◆ **Exercise details**: Output must match the records, character for character.

Start of Data section

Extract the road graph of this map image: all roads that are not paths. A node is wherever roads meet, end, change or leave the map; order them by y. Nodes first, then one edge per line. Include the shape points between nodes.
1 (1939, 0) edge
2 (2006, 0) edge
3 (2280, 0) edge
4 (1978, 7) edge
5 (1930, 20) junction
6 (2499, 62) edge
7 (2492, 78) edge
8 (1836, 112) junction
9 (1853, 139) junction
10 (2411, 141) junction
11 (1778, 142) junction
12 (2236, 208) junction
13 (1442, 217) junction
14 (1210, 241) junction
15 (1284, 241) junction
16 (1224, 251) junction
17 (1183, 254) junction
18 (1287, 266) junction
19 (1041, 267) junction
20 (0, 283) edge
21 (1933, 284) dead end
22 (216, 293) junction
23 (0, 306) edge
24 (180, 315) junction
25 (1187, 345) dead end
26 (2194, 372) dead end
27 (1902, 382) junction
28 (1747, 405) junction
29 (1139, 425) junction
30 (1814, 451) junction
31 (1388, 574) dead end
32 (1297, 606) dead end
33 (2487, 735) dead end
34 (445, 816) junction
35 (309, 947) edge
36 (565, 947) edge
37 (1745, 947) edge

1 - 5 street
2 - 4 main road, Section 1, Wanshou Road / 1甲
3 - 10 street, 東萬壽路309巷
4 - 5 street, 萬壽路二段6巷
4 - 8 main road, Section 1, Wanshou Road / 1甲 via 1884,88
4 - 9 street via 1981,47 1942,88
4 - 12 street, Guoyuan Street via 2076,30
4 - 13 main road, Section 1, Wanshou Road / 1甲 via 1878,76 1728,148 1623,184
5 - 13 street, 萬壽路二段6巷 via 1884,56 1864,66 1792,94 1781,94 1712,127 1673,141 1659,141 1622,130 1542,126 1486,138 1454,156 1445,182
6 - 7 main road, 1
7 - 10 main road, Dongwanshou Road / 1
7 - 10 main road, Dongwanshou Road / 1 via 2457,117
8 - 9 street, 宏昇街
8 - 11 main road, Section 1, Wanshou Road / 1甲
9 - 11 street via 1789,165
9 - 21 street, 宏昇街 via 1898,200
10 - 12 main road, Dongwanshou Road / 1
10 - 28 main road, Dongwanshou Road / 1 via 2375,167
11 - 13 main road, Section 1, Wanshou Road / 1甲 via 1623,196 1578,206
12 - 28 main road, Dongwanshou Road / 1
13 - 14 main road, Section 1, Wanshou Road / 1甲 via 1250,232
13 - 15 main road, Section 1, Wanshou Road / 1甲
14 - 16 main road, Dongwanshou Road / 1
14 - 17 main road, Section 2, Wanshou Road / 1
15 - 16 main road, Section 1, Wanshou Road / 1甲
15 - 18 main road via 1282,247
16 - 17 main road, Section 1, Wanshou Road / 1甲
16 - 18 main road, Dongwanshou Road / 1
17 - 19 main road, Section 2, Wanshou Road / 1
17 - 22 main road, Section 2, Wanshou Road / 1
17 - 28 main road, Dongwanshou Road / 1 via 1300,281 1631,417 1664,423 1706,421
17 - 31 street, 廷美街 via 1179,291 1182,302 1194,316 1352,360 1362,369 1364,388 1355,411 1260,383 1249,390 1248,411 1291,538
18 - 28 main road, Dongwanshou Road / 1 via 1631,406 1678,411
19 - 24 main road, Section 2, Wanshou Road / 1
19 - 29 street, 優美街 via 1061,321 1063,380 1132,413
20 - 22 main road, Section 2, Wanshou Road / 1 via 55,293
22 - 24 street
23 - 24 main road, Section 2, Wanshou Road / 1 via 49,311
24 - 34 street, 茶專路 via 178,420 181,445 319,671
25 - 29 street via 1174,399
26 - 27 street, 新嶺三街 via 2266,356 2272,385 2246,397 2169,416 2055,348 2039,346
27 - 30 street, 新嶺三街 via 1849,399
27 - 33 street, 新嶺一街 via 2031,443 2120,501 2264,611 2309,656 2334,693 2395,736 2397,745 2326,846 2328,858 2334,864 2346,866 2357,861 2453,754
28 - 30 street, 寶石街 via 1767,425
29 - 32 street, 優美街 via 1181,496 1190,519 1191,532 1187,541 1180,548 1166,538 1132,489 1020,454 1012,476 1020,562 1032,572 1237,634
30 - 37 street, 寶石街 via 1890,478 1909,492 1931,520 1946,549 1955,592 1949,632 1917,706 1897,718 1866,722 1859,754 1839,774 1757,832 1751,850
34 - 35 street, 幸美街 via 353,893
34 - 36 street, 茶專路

End of Data section

◆ **Result of this exercise**:
Extract the road graph of this map image: all roads that are not paths. A node is wherever roads meet, end, change or leave the map; order them by y. Nodes first, then one edge per line. Include the shape points between nodes.
1 (1939, 0) edge
2 (2006, 0) edge
3 (2280, 0) edge
4 (1978, 7) edge
5 (1930, 20) junction
6 (2499, 62) edge
7 (2492, 78) edge
8 (1836, 112) junction
9 (1853, 139) junction
10 (2411, 141) junction
11 (1778, 142) junction
12 (2236, 208) junction
13 (1442, 217) junction
14 (1210, 241) junction
15 (1284, 241) junction
16 (1224, 251) junction
17 (1183, 254) junction
18 (1287, 266) junction
19 (1041, 267) junction
20 (0, 283) edge
21 (1933, 284) dead end
22 (216, 293) junction
23 (0, 306) edge
24 (180, 315) junction
25 (1187, 345) dead end
26 (2194, 372) dead end
27 (1902, 382) junction
28 (1747, 405) junction
29 (1139, 425) junction
30 (1814, 451) junction
31 (1388, 574) dead end
32 (1297, 606) dead end
33 (2487, 735) dead end
34 (445, 816) junction
35 (309, 947) edge
36 (565, 947) edge
37 (1745, 947) edge

1 - 5 street
2 - 4 main road, Section 1, Wanshou Road / 1甲
3 - 10 street, 東萬壽路309巷
4 - 5 street, 萬壽路二段6巷
4 - 8 main road, Section 1, Wanshou Road / 1甲 via 1884,88
4 - 9 street via 1981,47 1942,88
4 - 12 street, Guoyuan Street via 2076,30
4 - 13 main road, Section 1, Wanshou Road / 1甲 via 1878,76 1728,148 1623,184
5 - 13 street, 萬壽路二段6巷 via 1884,56 1864,66 1792,94 1781,94 1712,127 1673,141 1659,141 1622,130 1542,126 1486,138 1454,156 1445,182
6 - 7 main road, 1
7 - 10 main road, Dongwanshou Road / 1
7 - 10 main road, Dongwanshou Road / 1 via 2457,117
8 - 9 street, 宏昇街
8 - 11 main road, Section 1, Wanshou Road / 1甲
9 - 11 street via 1789,165
9 - 21 street, 宏昇街 via 1898,200
10 - 12 main road, Dongwanshou Road / 1
10 - 28 main road, Dongwanshou Road / 1 via 2375,167
11 - 13 main road, Section 1, Wanshou Road / 1甲 via 1623,196 1578,206
12 - 28 main road, Dongwanshou Road / 1
13 - 14 main road, Section 1, Wanshou Road / 1甲 via 1250,232
13 - 15 main road, Section 1, Wanshou Road / 1甲
14 - 16 main road, Dongwanshou Road / 1
14 - 17 main road, Section 2, Wanshou Road / 1
15 - 16 main road, Section 1, Wanshou Road / 1甲
15 - 18 main road via 1282,247
16 - 17 main road, Section 1, Wanshou Road / 1甲
16 - 18 main road, Dongwanshou Road / 1
17 - 19 main road, Section 2, Wanshou Road / 1
17 - 22 main road, Section 2, Wanshou Road / 1
17 - 28 main road, Dongwanshou Road / 1 via 1300,281 1631,417 1664,423 1706,421
17 - 31 street, 廷美街 via 1179,291 1182,302 1194,316 1352,360 1362,369 1364,388 1355,411 1260,383 1249,390 1248,411 1291,538
18 - 28 main road, Dongwanshou Road / 1 via 1631,406 1678,411
19 - 24 main road, Section 2, Wanshou Road / 1
19 - 29 street, 優美街 via 1061,321 1063,380 1132,413
20 - 22 main road, Section 2, Wanshou Road / 1 via 55,293
22 - 24 street
23 - 24 main road, Section 2, Wanshou Road / 1 via 49,311
24 - 34 street, 茶專路 via 178,420 181,445 319,671
25 - 29 street via 1174,399
26 - 27 street, 新嶺三街 via 2266,356 2272,385 2246,397 2169,416 2055,348 2039,346
27 - 30 street, 新嶺三街 via 1849,399
27 - 33 street, 新嶺一街 via 2031,443 2120,501 2264,611 2309,656 2334,693 2395,736 2397,745 2326,846 2328,858 2334,864 2346,866 2357,861 2453,754
28 - 30 street, 寶石街 via 1767,425
29 - 32 street, 優美街 via 1181,496 1190,519 1191,532 1187,541 1180,548 1166,538 1132,489 1020,454 1012,476 1020,562 1032,572 1237,634
30 - 37 street, 寶石街 via 1890,478 1909,492 1931,520 1946,549 1955,592 1949,632 1917,706 1897,718 1866,722 1859,754 1839,774 1757,832 1751,850
34 - 35 street, 幸美街 via 353,893
34 - 36 street, 茶專路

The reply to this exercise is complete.